Madame Zelda's Zoo of Perversion
While I never intended to create a "furry" comic per say, my original idea was to blend the classic "funny animal" genre with my own twist on fetish erotica. Madame Zelda's is a banner head of 5 comics which all pretty much surround a fetish bordello and S&M Dungeon operated by a wealthy spinster zebra. I guess it's really s'posed to be more of a funny, shock, gross-out, parody sort of piece than porn, but I think I hit all the marks and none at once. Enjoy.

The Perils of Piggy Painslut concerns a young female pig who willingly submits herself to the life of an extreme S&M slave lifestyle at the hands of the sadistic Miss Kitty.

Cedric the Sissy is the tale of a jocky racist homophobic sexist jerk who's forcibly "sissified" by a dominant mistress rabbit, and features a lot of forced homo eroticism. There's a mini story within it about a sissified bunnyboi's adventures in an adult baby nursery.

Nanny Goat's Nursery is the adult baby themed section of the comic, it's banner character being Petra Puppy, the loud mouth run away who's ended up in diapers.

And Dick Dogdick: Dog Detective, the hard boiled detective story, that really has nothing to do with the rest of the comic so far, but what the hell. This storyline isn't really pornographic.... or maybe it is. I don't know.


----------



## Icky (May 12, 2011)

I've seen them mentioned.

I'm pretty sure there was violent vomiting involved.


----------



## CannotWait (May 12, 2011)

Cedric the Sissy just perverted my mind further than I ever thought it would go!


----------



## goodbunny2000 (May 13, 2011)

CannotWait said:


> Cedric the Sissy just perverted my mind further than I ever thought it would go!


 

I'm just getting warmed up, but you're welcome.


----------



## Smelge (May 13, 2011)

Ugh.

Usually, I'd take the time to go through a comic end to end, then rip it a new one. But really, with this pile of atrocity, I don't see the point in wasting my time. The art is terrible, the concepts are terrible and you are terrible. You're just out to appeal to fringe fetishists rather than actually put work in to making a single decent product, you're going for multiple points of terrible. Quantity over quality. And that is the only time you will see the word "quality" used in relation to your stuff.

The first pages of each one is just dense, as if you're trying to hide the bad art behind a confusing mass of ink and text. Anatomy is near non-existent.

Just stop. For the love of all sanity, end it now.


----------



## RedSavage (May 13, 2011)

I didn't even wait for the the comic page to load. I saw the illustrations for the navigation links and ran like hell. 

Of course, the descriptions posted above didn't help any.


----------



## LizardKing (May 13, 2011)

It's looks like one of the artists from Viz did a ton of acid and sketched these while in the middle of a horrific nightmare trip.

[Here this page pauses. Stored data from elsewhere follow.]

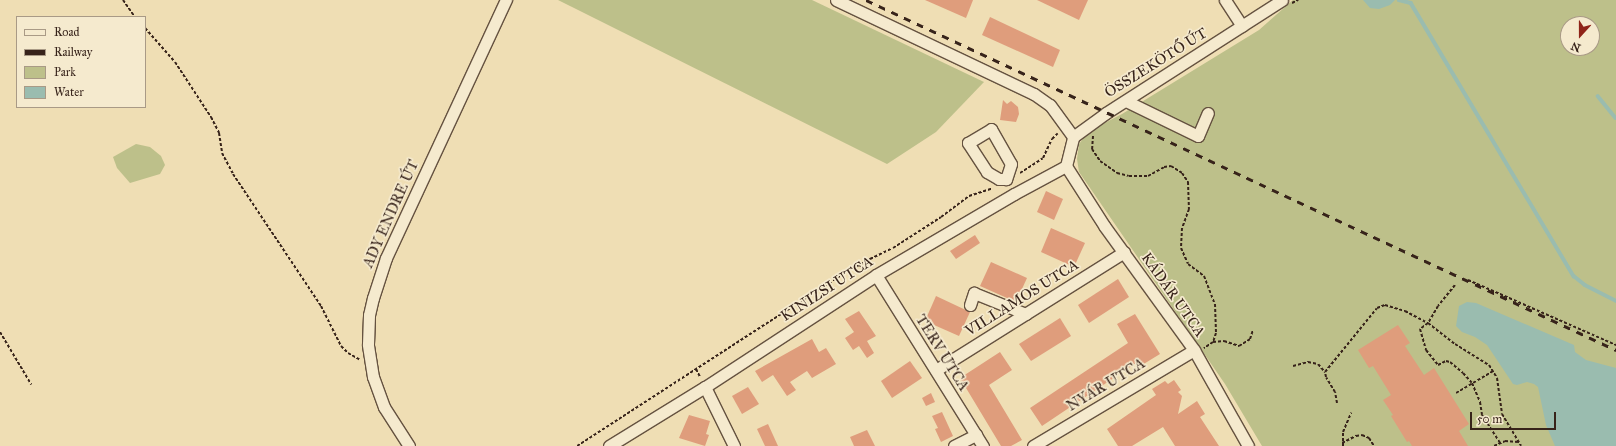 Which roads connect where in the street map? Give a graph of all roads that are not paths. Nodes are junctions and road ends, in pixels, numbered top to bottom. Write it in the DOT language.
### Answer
graph roads {
  1 [pos="506,0"];
  2 [pos="836,0"];
  3 [pos="1225,0"];
  4 [pos="1287,2"];
  5 [pos="1242,26"];
  6 [pos="1126,101"];
  7 [pos="1208,113"];
  8 [pos="1069,132"];
  9 [pos="1066,166"];
  10 [pos="1007,180"];
  11 [pos="1014,194"];
  12 [pos="1124,252"];
  13 [pos="876,275"];
  14 [pos="970,304"];
  15 [pos="1026,314"];
  16 [pos="1195,352"];
  17 [pos="936,370"];
  18 [pos="705,387"];
  19 [pos="976,435"];
  20 [pos="409,446"];
  21 [pos="609,446"];
  22 [pos="734,446"];
  23 [pos="954,446"];
  24 [pos="983,446"];
  25 [pos="1033,446"];
  26 [pos="1248,446"];
  1 -- 20 [label="street, ADY ENDRE ÚT"];
  2 -- 8 [label="street"];
  3 -- 5 [label="street"];
  4 -- 5 [label="street, ÖSSZEKÖTŐ ÚT"];
  5 -- 6 [label="street, ÖSSZEKÖTŐ ÚT"];
  6 -- 7 [label="street"];
  6 -- 8 [label="street, ÖSSZEKÖTŐ ÚT"];
  8 -- 9 [label="street"];
  9 -- 11 [label="street, KINIZSI UTCA"];
  9 -- 12 [label="street, KÁDÁR UTCA"];
  10 -- 10 [label="street"];
  10 -- 11 [label="street"];
  11 -- 13 [label="street, KINIZSI UTCA"];
  12 -- 15 [label="street, VILLAMOS UTCA"];
  12 -- 16 [label="street, KÁDÁR UTCA"];
  13 -- 17 [label="street, TERV UTCA"];
  13 -- 18 [label="street, KINIZSI UTCA"];
  14 -- 15 [label="street"];
  15 -- 17 [label="street, VILLAMOS UTCA"];
  16 -- 25 [label="street, NYÁR UTCA"];
  16 -- 26 [label="street, KÁDÁR UTCA"];
  17 -- 19 [label="street, TERV UTCA"];
  18 -- 21 [label="street, KINIZSI UTCA"];
  18 -- 22 [label="street"];
  19 -- 23 [label="street"];
  19 -- 24 [label="street, TERV UTCA"];
} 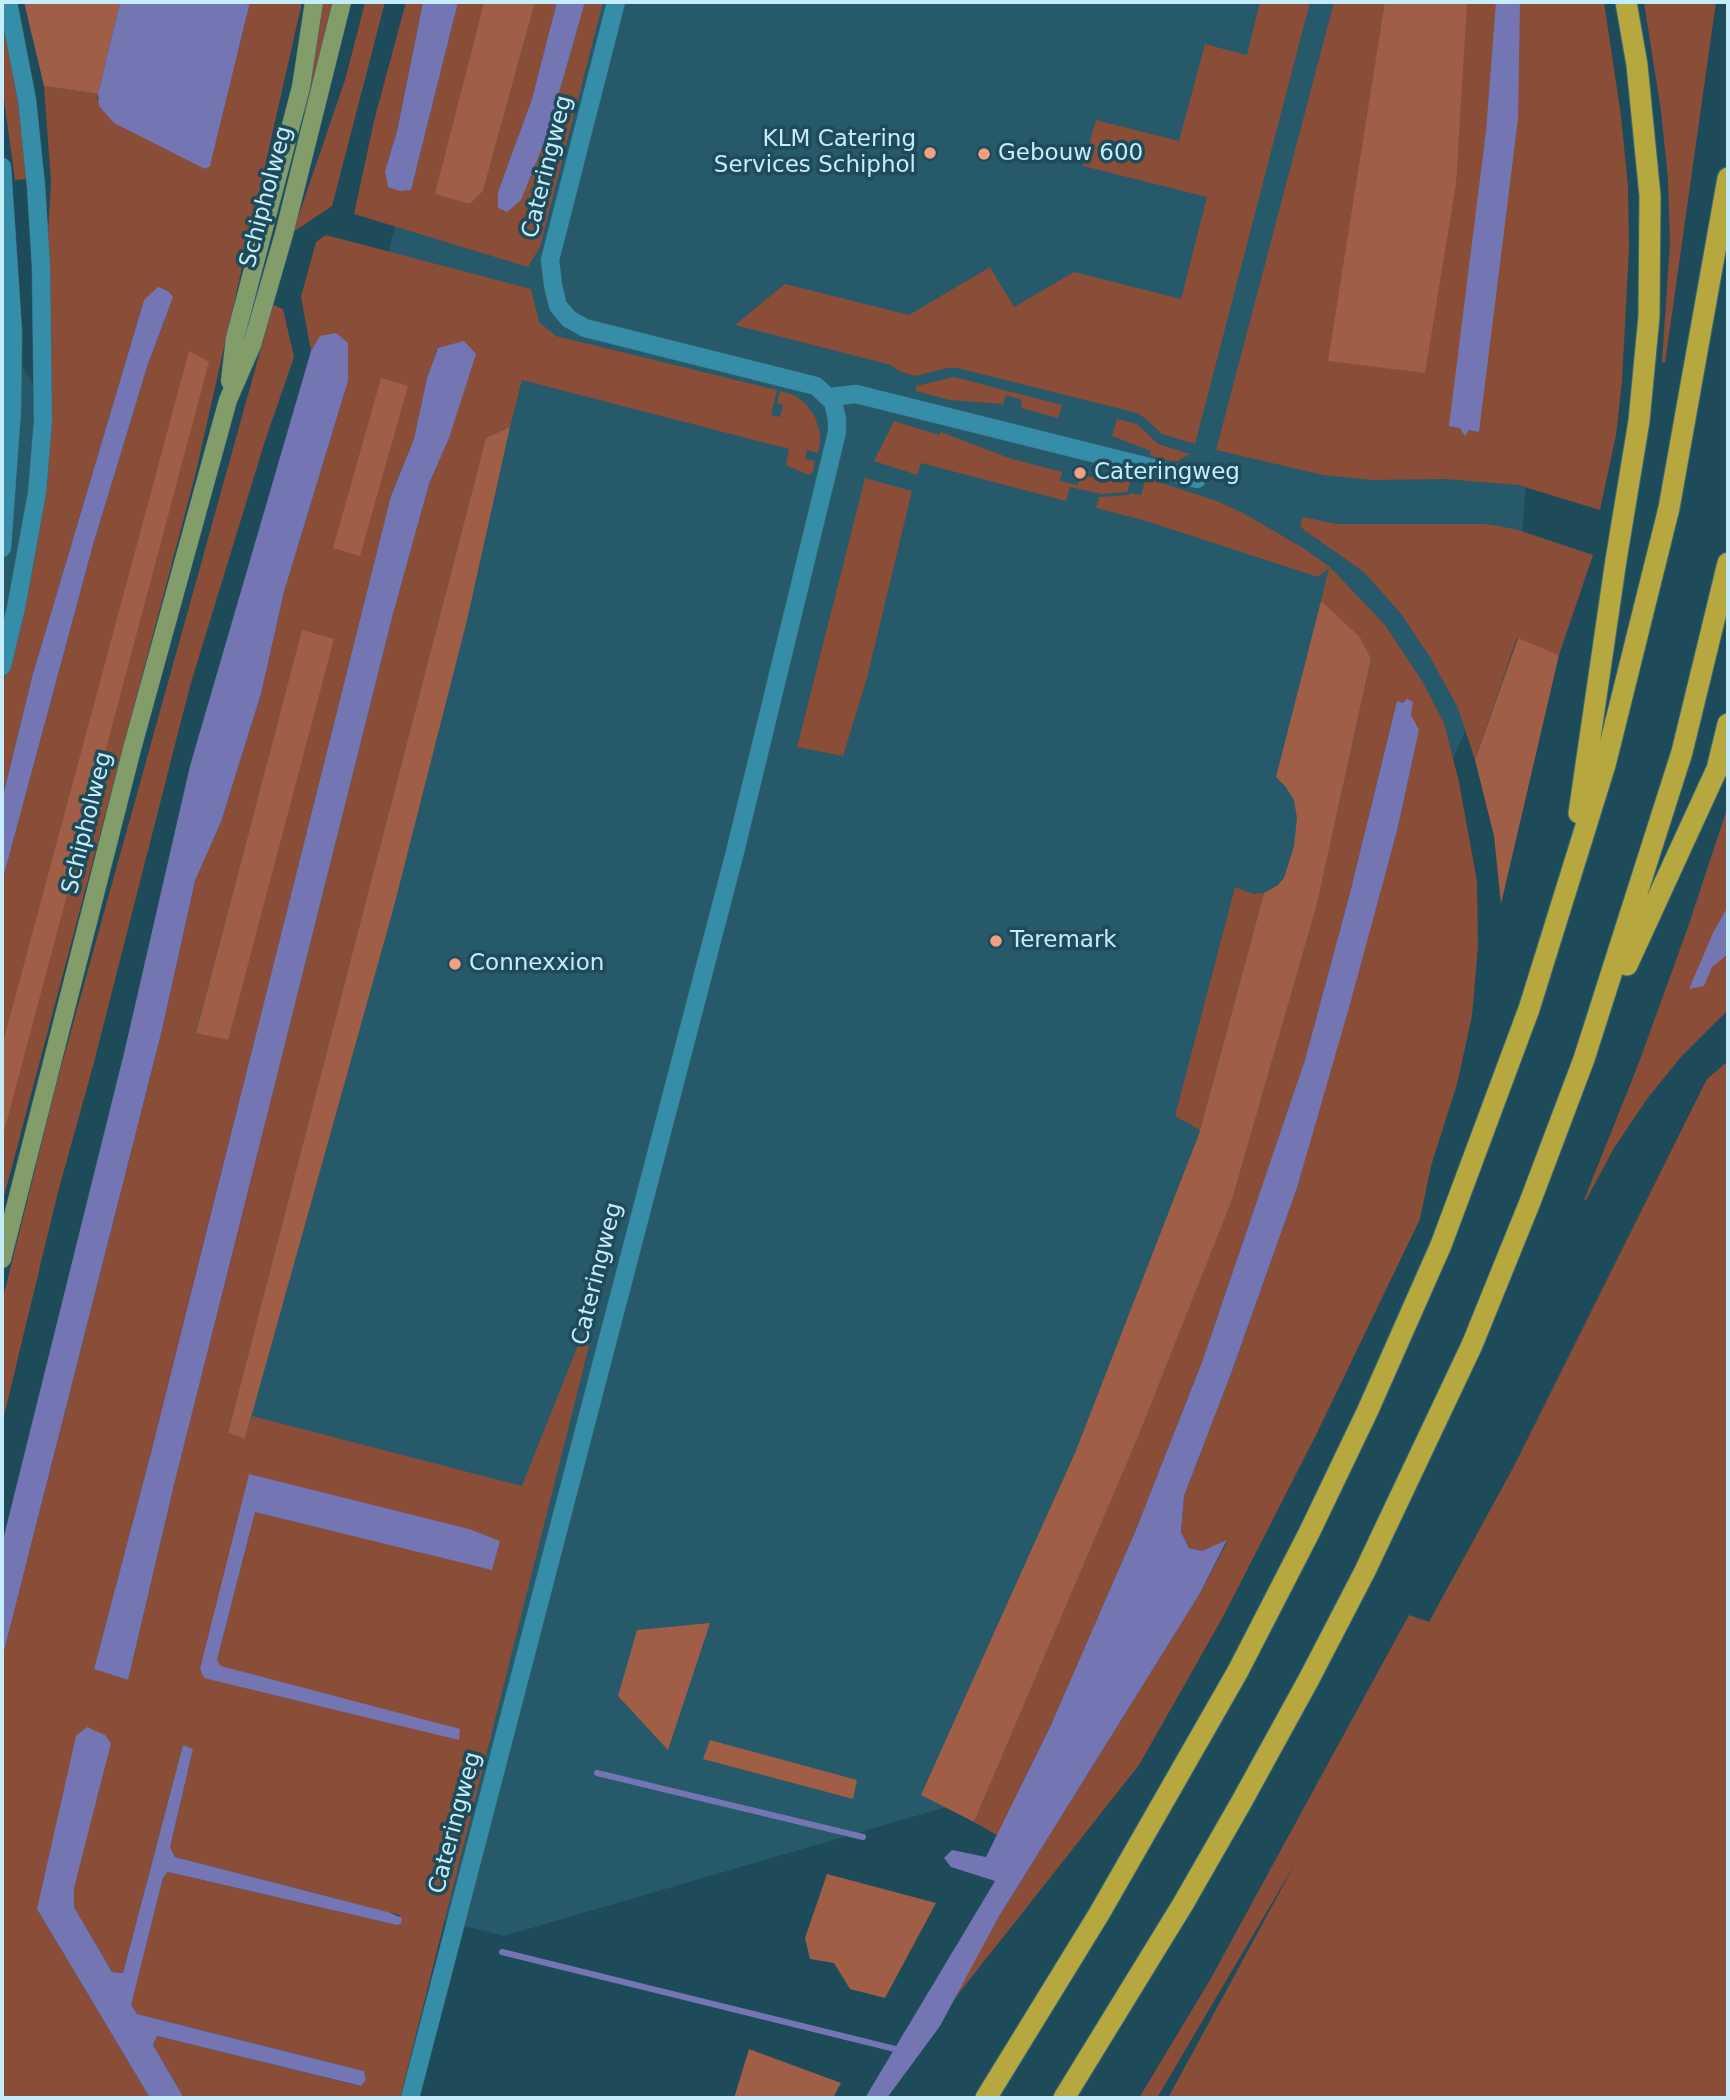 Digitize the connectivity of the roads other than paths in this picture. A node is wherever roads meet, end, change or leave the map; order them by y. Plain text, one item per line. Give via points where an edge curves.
1 (8, 2) edge
2 (314, 2) edge
3 (342, 2) edge
4 (616, 2) edge
5 (1626, 2) edge
6 (2, 167) edge
7 (1728, 178) edge
8 (830, 397) junction
9 (228, 400) junction
10 (1198, 480) dead end
11 (2, 548) edge
12 (1728, 563) edge
13 (2, 666) edge
14 (1728, 724) edge
15 (1569, 881) junction
16 (1584, 1059) junction
17 (2, 1259) edge
18 (410, 2098) edge
19 (986, 2098) edge
20 (1064, 2098) edge

1 - 13 street via 27,100 36,186 43,422 37,494
2 - 9 main road, Schipholweg via 301,87 235,338
3 - 9 main road, Schipholweg via 253,345
4 - 8 street, Cateringweg via 550,260 558,306 585,328 809,384
5 - 15 highway via 1650,196 1649,316 1639,421
6 - 11 street via 13,332
7 - 15 highway via 1669,508 1608,752
8 - 10 street, Cateringweg via 856,394
8 - 18 street, Cateringweg via 837,432 741,828
9 - 17 main road, Schipholweg via 132,749
12 - 16 highway via 1682,752
14 - 16 highway via 1717,769
15 - 19 highway via 1481,1141 1441,1245 1362,1423 1238,1671 1099,1914
16 - 20 highway via 1472,1345 1365,1571 1242,1801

After having his fingers broken.


----------



## goodbunny2000 (May 13, 2011)

LizardKing said:


> It's looks like one of the artists from Viz did a ton of acid and sketched these while in the middle of a horrific nightmare trip. After having his fingers broken.


 
So it looks like how the artists from viz's work usually looks then?


----------



## LizardKing (May 13, 2011)

goodbunny2000 said:


> So it looks like how the artists from viz's work usually looks then?


 
If their fingers were broken, sure.


----------



## Ames (May 16, 2011)

I couldn't stand more than a few panels, but I think I get the general idea.

Were you going for a kinda Tijuana bible thing?


----------